Manifestations de policiers : société violente

19 Octobre 2016

Les manifestations de policiers, qui continuent malgré les mises en garde de leur hiérarchie, semblent être le fait de fonctionnaires de base, ceux qui patrouillent dans les gares, dans les quartiers populaires, ceux qui sont appelés quand ça dérape entre voisins, ceux qui accueillent le public dans les commissariats. Le facteur déclenchant en a été l’agression au cocktail Molotov d’une voiture de police, en banlieue parisienne, après laquelle un policier est toujours entre la vie et la mort. Mais le malaise est bien plus profond et on ne peut évidemment qu’être choqué des agressions gratuites répétées à l’encontre des policiers.

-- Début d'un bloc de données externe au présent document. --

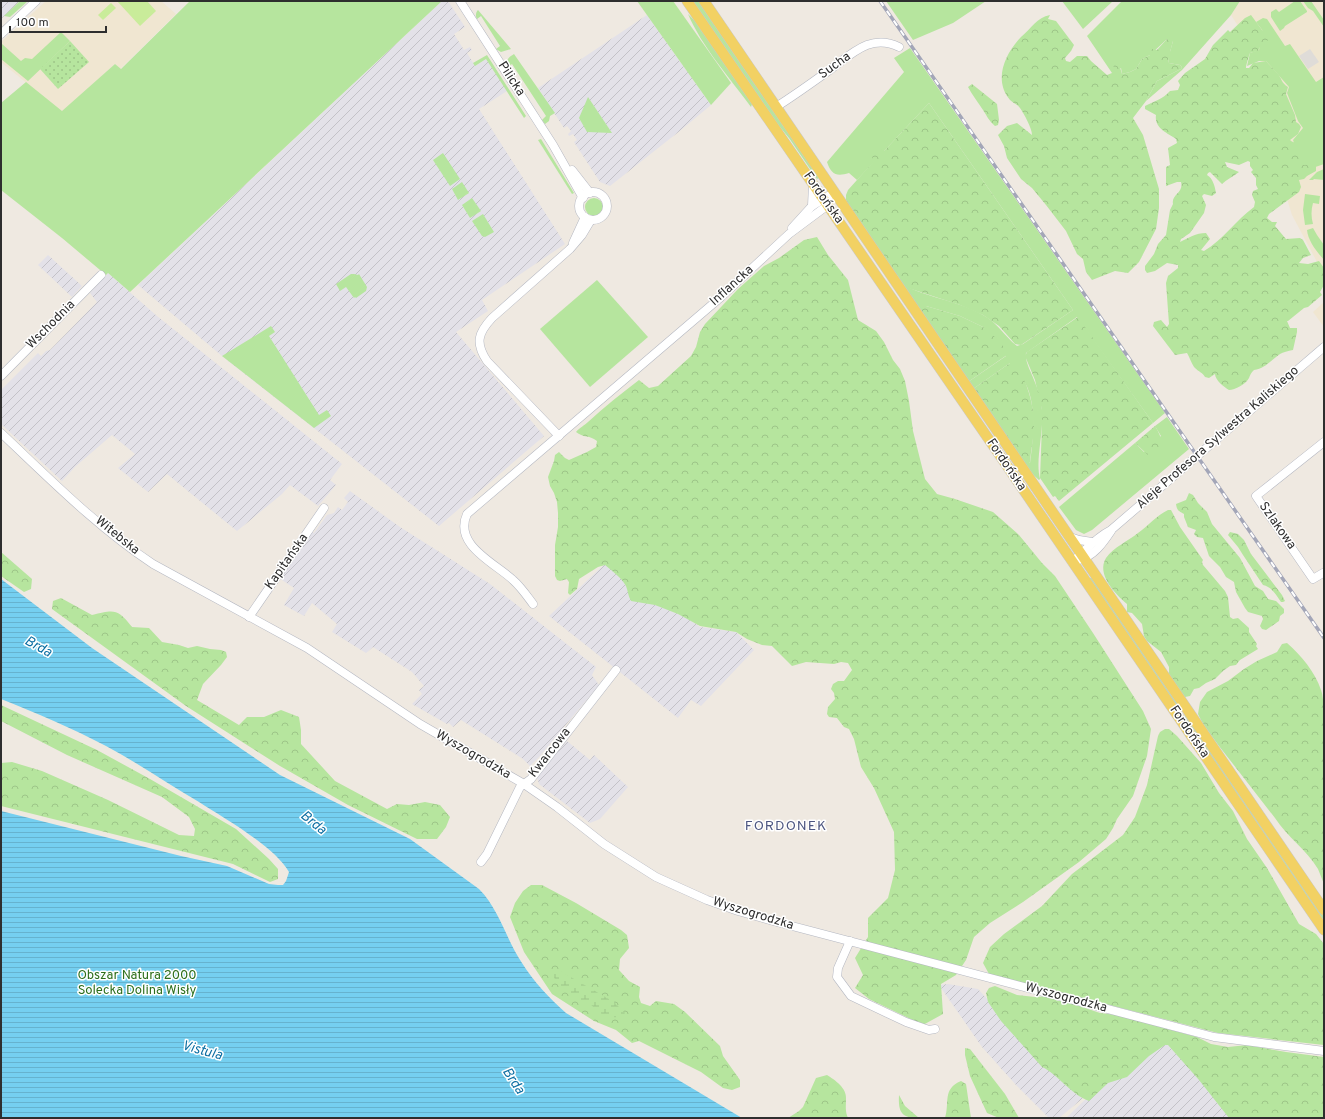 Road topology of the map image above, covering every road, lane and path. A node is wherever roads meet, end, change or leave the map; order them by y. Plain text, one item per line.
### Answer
1 (36, 1) edge
2 (460, 1) edge
3 (687, 1) edge
4 (704, 1) edge
5 (1, 34) edge
6 (899, 47) dead end
7 (776, 107) junction
8 (813, 184) junction
9 (835, 193) junction
10 (586, 195) junction
11 (826, 202) junction
12 (812, 206) junction
13 (588, 219) junction
14 (789, 234) junction
15 (101, 275) dead end
16 (1324, 347) edge
17 (1, 376) edge
18 (1, 433) edge
19 (559, 436) junction
20 (1324, 442) edge
21 (324, 508) dead end
22 (1111, 530) junction
23 (1070, 537) junction
24 (1092, 542) junction
25 (1083, 556) junction
26 (1072, 562) junction
27 (1323, 573) dead end
28 (533, 604) dead end
29 (249, 617) junction
30 (613, 670) dead end
31 (524, 784) junction
32 (481, 862) dead end
33 (1324, 910) edge
34 (1324, 930) edge
35 (850, 941) junction
36 (934, 1029) dead end
37 (1324, 1051) edge

1 - 5 street
2 - 10 street, Pilicka
3 - 8 main road, Fordońska
4 - 7 main road, Fordońska
6 - 7 street, Sucha
7 - 9 main road, Fordońska
8 - 11 main road, Fordońska
8 - 12 street
9 - 11 street
9 - 23 main road, Fordońska
10 - 13 street
10 - 13 street
11 - 12 street, Inflancka
11 - 14 street, Inflancka
11 - 26 main road, Fordońska
12 - 14 street, Inflancka
13 - 19 street
14 - 19 street, Inflancka
15 - 17 street, Wschodnia
16 - 22 street, Aleje Profesora Sylwestra Kaliskiego
18 - 29 street, Witebska
19 - 28 street, Inflancka
20 - 27 street, Szlakowa
21 - 29 street, Kapitańska
22 - 24 street, Aleje Profesora Sylwestra Kaliskiego
22 - 25 street, Aleje Profesora Sylwestra Kaliskiego
23 - 24 street
23 - 25 main road, Fordońska
24 - 25 street, Aleje Profesora Sylwestra Kaliskiego
25 - 26 street, Aleje Profesora Sylwestra Kaliskiego
25 - 33 main road, Fordońska
26 - 34 main road, Fordońska
29 - 31 street, Wyszogrodzka
30 - 31 street, Kwarcowa
31 - 32 street, Kwarcowa
31 - 35 street, Wyszogrodzka
35 - 36 street
35 - 37 street, Wyszogrodzka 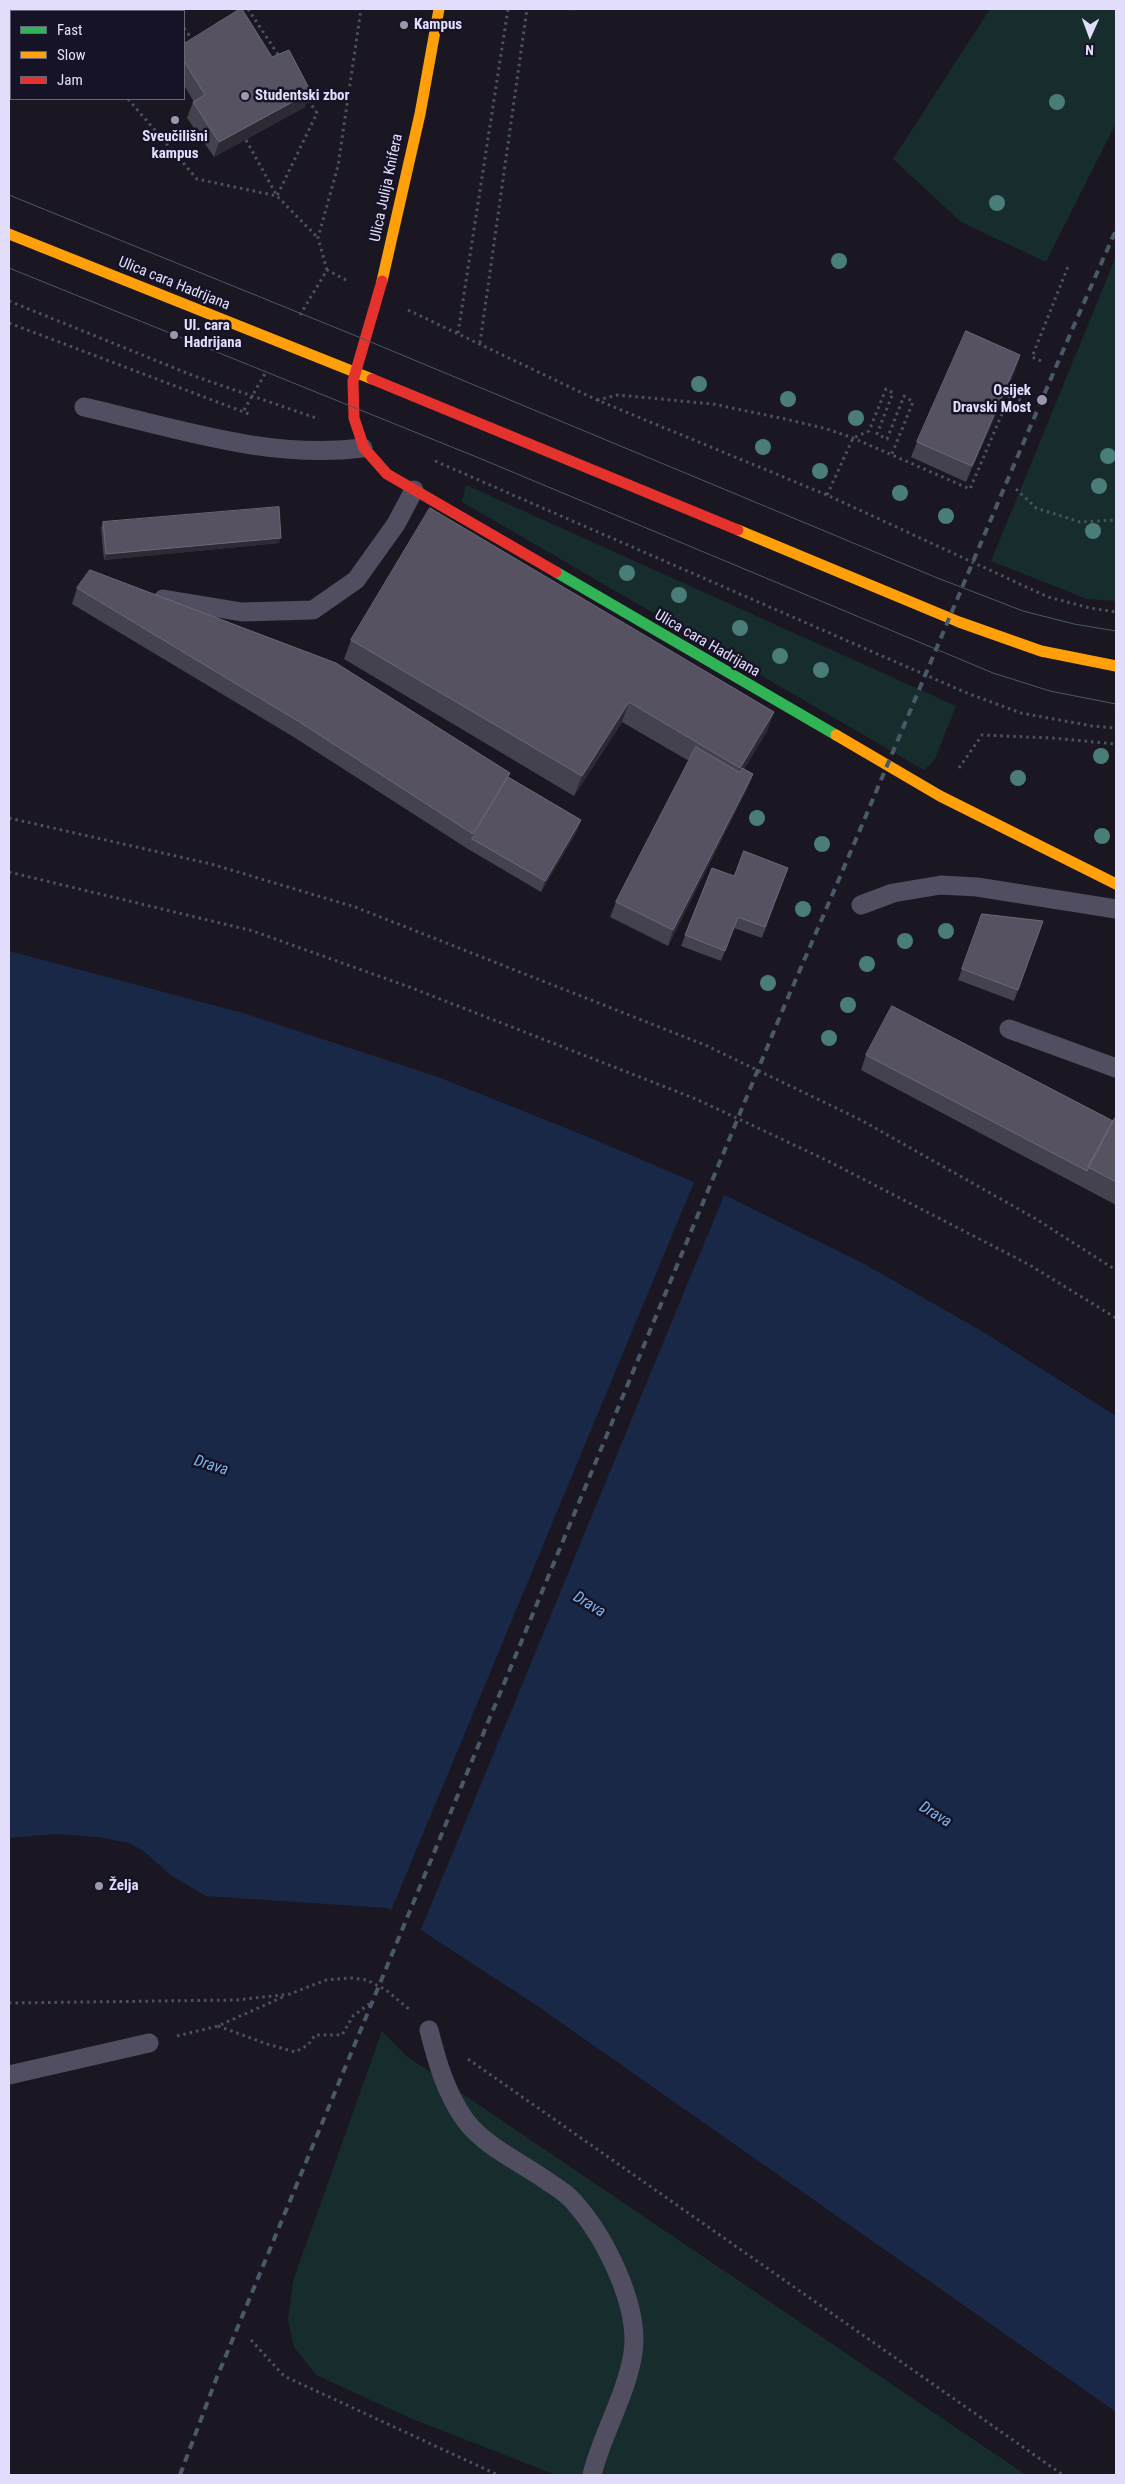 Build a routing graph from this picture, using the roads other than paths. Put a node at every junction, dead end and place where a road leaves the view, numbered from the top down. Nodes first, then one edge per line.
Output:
1 (440, 9) edge
2 (9, 234) edge
3 (355, 372) junction
4 (84, 407) dead end
5 (360, 440) junction
6 (414, 490) junction
7 (163, 600) edge
8 (1116, 666) edge
9 (1116, 884) edge
10 (861, 905) dead end
11 (1116, 909) edge
12 (1009, 1029) dead end
13 (1116, 1068) edge
14 (429, 2030) dead end
15 (150, 2043) road end
16 (9, 2074) edge
17 (592, 2475) edge

1 - 3 street, Ulica Julija Knifera
2 - 3 street, Ulica cara Hadrijana
3 - 5 street
3 - 8 street, Ulica cara Hadrijana
4 - 5 lane
5 - 6 street, Ulica cara Hadrijana
6 - 7 lane
6 - 9 street, Ulica cara Hadrijana
10 - 11 lane
12 - 13 lane
14 - 17 lane
15 - 16 lane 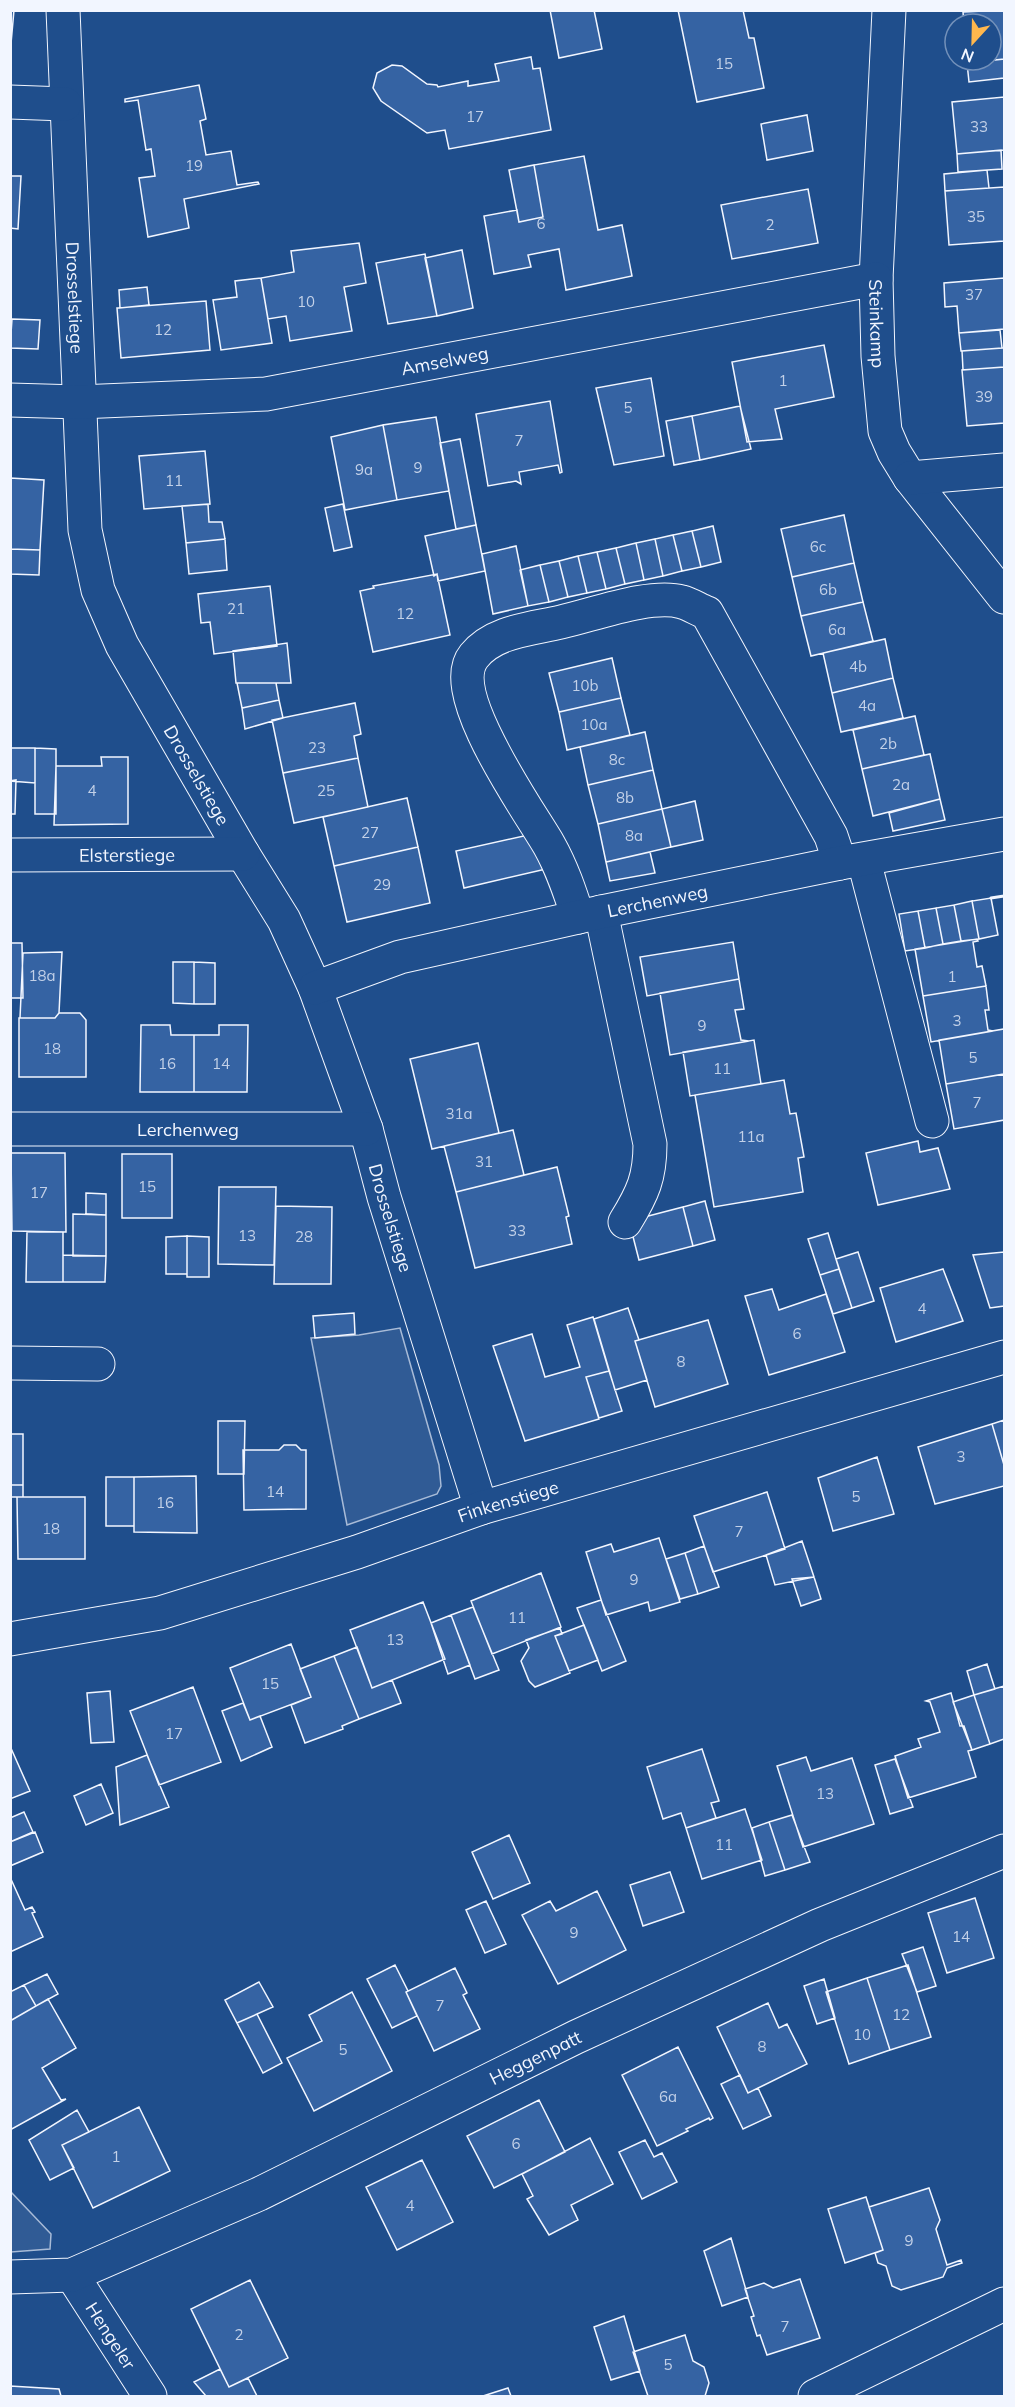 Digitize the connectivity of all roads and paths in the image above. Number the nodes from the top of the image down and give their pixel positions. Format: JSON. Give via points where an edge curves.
{"nodes":[{"id":1,"x":63,"y":10,"type":"edge"},
{"id":2,"x":889,"y":10,"type":"edge"},
{"id":3,"x":10,"y":102,"type":"edge"},
{"id":4,"x":65,"y":104,"type":"junction"},
{"id":5,"x":876,"y":279,"type":"junction"},
{"id":6,"x":10,"y":400,"type":"edge"},
{"id":7,"x":79,"y":402,"type":"junction"},
{"id":8,"x":1005,"y":470,"type":"edge"},
{"id":9,"x":910,"y":478,"type":"junction"},
{"id":10,"x":1005,"y":597,"type":"edge"},
{"id":11,"x":1005,"y":834,"type":"edge"},
{"id":12,"x":243,"y":854,"type":"junction"},
{"id":13,"x":10,"y":855,"type":"edge"},
{"id":14,"x":852,"y":862,"type":"junction"},
{"id":15,"x":590,"y":914,"type":"junction"},
{"id":16,"x":315,"y":988,"type":"junction"},
{"id":17,"x":932,"y":1121,"type":"dead end"},
{"id":18,"x":10,"y":1129,"type":"edge"},
{"id":19,"x":366,"y":1129,"type":"junction"},
{"id":20,"x":625,"y":1222,"type":"dead end"},
{"id":21,"x":1005,"y":1357,"type":"edge"},
{"id":22,"x":10,"y":1363,"type":"edge"},
{"id":23,"x":98,"y":1364,"type":"dead end"},
{"id":24,"x":481,"y":1508,"type":"junction"},
{"id":25,"x":10,"y":1639,"type":"edge"},
{"id":26,"x":1005,"y":1851,"type":"edge"},
{"id":27,"x":72,"y":2275,"type":"junction"},
{"id":28,"x":10,"y":2277,"type":"edge"},
{"id":29,"x":1005,"y":2304,"type":"edge"},
{"id":30,"x":150,"y":2397,"type":"edge"},
{"id":31,"x":815,"y":2397,"type":"edge"}],
"edges":[{"from":1,"to":4,"type":"street","name":"Drosselstiege"},
{"from":2,"to":5,"type":"street","name":"Steinkamp"},
{"from":3,"to":4,"type":"street"},
{"from":4,"to":7,"type":"street","name":"Drosselstiege"},
{"from":5,"to":7,"type":"street","name":"Amselweg","via":[[266,394]]},
{"from":5,"to":9,"type":"street","name":"Steinkamp","via":[[885,431]]},
{"from":6,"to":7,"type":"street","name":"Amselweg"},
{"from":7,"to":12,"type":"street","name":"Drosselstiege","via":[[85,530],[98,590],[122,645]]},
{"from":8,"to":9,"type":"street"},
{"from":9,"to":10,"type":"street","name":"Steinkamp"},
{"from":11,"to":14,"type":"street","name":"Lerchenweg"},
{"from":12,"to":13,"type":"street","name":"Elsterstiege"},
{"from":12,"to":16,"type":"street","name":"Drosselstiege","via":[[284,920]]},
{"from":14,"to":15,"type":"street","name":"Lerchenweg"},
{"from":14,"to":15,"type":"street","via":[[831,836],[707,614],[681,602],[653,601],[495,637],[472,657],[470,665],[471,697],[481,731],[566,880]]},
{"from":14,"to":17,"type":"street"},
{"from":15,"to":16,"type":"street","name":"Lerchenweg","via":[[400,957]]},
{"from":15,"to":20,"type":"street","via":[[650,1144],[650,1167],[643,1193]]},
{"from":16,"to":19,"type":"street","name":"Drosselstiege"},
{"from":18,"to":19,"type":"street","name":"Lerchenweg"},
{"from":19,"to":24,"type":"street","name":"Drosselstiege"},
{"from":21,"to":24,"type":"street","name":"Finkenstiege"},
{"from":22,"to":23,"type":"street"},
{"from":24,"to":25,"type":"street","name":"Finkenstiege","via":[[357,1552],[160,1613]]},
{"from":26,"to":27,"type":"street","name":"Heggenpatt","via":[[810,1930],[576,2037],[259,2194]]},
{"from":27,"to":28,"type":"street"},
{"from":27,"to":30,"type":"street","name":"Hengeler"},
{"from":29,"to":31,"type":"street"}]}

Ils sont en première ligne pour constater la dégradation sociale et, au sens propre comme au sens figuré, la prendre en pleine figure. De par leur profession, ils ne voient que le pire de ce que cette société d’inégalité et d’injustice engendre parmi les opprimés : l’individualisme exacerbé, la débrouille, la violence à l’encontre des faibles et, évidemment, la délinquance, la petite et la grande. Loin de pouvoir se raccrocher aux actes de solidarité et de conscience collective, l’État leur commande de les combattre. Leur hiérarchie les dépêche contre des locataires s’opposant à une expulsion ou des parents d’élèves à une fermeture de classe et contre les travailleurs en grève et les manifestations ouvrières. Bien rares et courageux doivent être dans ces conditions ceux qui, entrés dans la police par nécessité, par hasard ou par vocation, ne deviennent pas en quelques années sensibles aux préjugés réactionnaires, sécuritaires, racistes.

La classe dirigeante, celle qui peuple les quartiers riches, les conseils d’administration et les ministères, s’intéresse aussi peu à la vie des quartiers populaires qu’à celle de leurs forces de répression sur le terrain. Les possédants ont besoin d’une police pour protéger leurs biens et leur ordre social, cette police largement utilisée par exemple lors du mouvement contre la loi El Khomri. Que leur importe si la délinquance existe dans les quartiers populaires et si la vie y devient difficile, y compris pour les policiers.

C’est pourtant là qu’est la question. La dégradation de la situation que dénoncent les policiers est celle subie dans toutes les cités, dans tous les quartiers. C’est pourquoi la solution n’est pas, comme le réclament à cor et à cris les politiciens du PS au FN, plus de répression, plus de droits pour les policiers. L’espoir, aussi lointain puisse-t-il paraître aujourd’hui, réside dans plus de conscience, plus d’organisation, plus de solidarité, plus dans confiance dans la classe ouvrière et le combat pour changer le monde.